Any change to the configInline value made on a Container Cloud 2.24.x cluster will be reflected in the MetalLBConfigTemplate object.

This automated migration is removed during your management cluster upgrade to the Cluster release 17.0.0, which is introduced in Container Cloud 2.25.0, together with the possibility to use the configInline value of the MetalLB chart. After that, any changes in MetalLB configuration related to address allocation and announcement for load-balanced services will be applied using the MetalLBConfigTemplate and Subnet objects only.

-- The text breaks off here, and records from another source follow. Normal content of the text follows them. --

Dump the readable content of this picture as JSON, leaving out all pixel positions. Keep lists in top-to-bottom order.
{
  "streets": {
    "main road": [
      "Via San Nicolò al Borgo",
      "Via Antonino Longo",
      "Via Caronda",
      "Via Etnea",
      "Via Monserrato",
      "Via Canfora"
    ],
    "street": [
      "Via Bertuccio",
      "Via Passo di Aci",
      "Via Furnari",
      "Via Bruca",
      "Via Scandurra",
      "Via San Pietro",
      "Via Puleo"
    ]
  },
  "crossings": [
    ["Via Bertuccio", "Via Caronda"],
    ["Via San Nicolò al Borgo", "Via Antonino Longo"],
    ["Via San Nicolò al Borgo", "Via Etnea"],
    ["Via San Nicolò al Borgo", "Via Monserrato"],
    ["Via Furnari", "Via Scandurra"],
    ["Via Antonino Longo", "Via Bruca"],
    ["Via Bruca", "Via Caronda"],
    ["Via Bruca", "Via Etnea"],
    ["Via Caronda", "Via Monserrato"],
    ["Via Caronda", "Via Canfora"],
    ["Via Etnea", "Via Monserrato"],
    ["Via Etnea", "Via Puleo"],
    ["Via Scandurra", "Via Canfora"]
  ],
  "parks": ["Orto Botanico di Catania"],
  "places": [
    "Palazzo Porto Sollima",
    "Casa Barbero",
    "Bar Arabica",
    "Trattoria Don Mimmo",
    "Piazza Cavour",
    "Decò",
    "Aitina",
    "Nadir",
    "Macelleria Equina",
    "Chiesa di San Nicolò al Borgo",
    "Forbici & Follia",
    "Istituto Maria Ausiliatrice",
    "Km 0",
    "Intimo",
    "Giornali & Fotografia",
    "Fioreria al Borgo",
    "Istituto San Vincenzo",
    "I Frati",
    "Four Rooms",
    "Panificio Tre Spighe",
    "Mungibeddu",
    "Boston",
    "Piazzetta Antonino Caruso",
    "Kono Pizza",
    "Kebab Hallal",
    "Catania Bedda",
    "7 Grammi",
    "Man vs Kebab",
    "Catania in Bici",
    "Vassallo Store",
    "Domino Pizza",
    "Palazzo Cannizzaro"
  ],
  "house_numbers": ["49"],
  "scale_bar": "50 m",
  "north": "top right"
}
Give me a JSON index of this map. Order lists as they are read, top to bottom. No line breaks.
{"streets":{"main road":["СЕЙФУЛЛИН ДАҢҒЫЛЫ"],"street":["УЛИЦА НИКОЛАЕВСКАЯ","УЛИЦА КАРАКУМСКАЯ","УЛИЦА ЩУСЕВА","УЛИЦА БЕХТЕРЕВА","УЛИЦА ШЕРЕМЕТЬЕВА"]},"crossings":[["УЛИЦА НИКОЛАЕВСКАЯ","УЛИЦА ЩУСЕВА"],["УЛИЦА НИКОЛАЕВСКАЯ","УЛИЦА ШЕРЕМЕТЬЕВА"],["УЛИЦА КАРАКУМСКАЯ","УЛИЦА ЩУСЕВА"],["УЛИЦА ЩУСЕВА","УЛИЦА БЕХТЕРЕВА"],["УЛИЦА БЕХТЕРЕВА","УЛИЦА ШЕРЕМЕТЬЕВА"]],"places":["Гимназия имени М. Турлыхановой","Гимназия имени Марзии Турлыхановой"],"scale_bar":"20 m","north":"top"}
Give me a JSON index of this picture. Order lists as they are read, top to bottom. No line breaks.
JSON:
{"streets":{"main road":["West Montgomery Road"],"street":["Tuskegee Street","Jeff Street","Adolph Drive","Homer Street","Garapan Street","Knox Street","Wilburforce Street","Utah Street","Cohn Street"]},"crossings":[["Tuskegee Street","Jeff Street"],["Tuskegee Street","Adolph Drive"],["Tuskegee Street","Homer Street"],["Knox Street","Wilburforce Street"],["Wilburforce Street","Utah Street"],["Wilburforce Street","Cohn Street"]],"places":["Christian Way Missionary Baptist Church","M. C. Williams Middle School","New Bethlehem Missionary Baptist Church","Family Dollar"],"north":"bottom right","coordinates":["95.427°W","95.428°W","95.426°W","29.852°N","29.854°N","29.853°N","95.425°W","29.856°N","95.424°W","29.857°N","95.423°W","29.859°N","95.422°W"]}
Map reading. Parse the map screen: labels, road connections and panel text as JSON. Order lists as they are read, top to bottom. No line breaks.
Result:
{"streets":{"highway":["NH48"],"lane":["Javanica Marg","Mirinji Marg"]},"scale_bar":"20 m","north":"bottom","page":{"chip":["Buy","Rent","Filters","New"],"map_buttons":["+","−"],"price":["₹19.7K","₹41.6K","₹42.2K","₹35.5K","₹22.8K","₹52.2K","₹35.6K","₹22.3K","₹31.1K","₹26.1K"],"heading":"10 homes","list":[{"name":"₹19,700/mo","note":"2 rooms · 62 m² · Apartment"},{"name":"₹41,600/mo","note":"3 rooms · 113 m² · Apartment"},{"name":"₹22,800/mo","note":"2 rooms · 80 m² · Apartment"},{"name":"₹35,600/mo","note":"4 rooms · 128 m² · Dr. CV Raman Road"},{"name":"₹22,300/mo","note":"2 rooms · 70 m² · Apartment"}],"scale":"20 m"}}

Verify the current MetalLB configuration:
Since Container Cloud 2.21.0
Verify the MetalLB configuration that is stored in MetalLB objects:
kubectl -n metallb-system get ipaddresspools,l2advertisements
The example system output:
NAME AGE ipaddresspool.metallb.io/default 129m ipaddresspool.metallb.io/services-pxe 129m NAME AGE l2advertisement.metallb.io/default 129m l2advertisement.metallb.io/services-pxe 129m
Verify one of the listed above MetalLB objects:
kubectl -n metallb-system get <object> -o json | jq '.spec'
The example system output for ipaddresspool objects:
$ kubectl -n metallb-system get ipaddresspool.metallb.io/default -o json | jq '.spec' { "addresses": [ "10.0.11.61-10.0.11.80" ], "autoAssign": true, "avoidBuggyIPs": false } $ kubectl -n metallb-system get ipaddresspool.metallb.io/services-pxe -o json | jq '.spec' { "addresses": [ "10.0.0.61-10.0.0.70" ], "autoAssign": false, "avoidBuggyIPs": false }
Before Container Cloud 2.21.0
Verify the MetalLB configuration that is stored in the ConfigMap object:
kubectl -n metallb-system get cm metallb -o jsonpath={.data.config}
An example of a successful output:
address-pools: - name: default protocol: layer2 addresses: - 10.0.11.61-10.0.11.80 - name: services-pxe protocol: layer2 auto-assign: false addresses: - 10.0.0.61-10.0.0.70
The auto-assign parameter will be set to false for all address pools except the default one. So, a particular service will get an address from such an address pool only if the Service object has a special metallb.universe.tf/address-pool annotation that points to the specific address pool name.
Note

It is expected that every Container Cloud service on a management cluster will be assigned to one of the address pools. Current consideration is to have two MetalLB address pools:
- services-pxe is a reserved address pool name to use for the Container Cloud services in the PXE network (Ironic API, HTTP server, caching server).
- default is an address pool to use for all other Container Cloud services in the management network. No annotation is required on the Service objects in this case.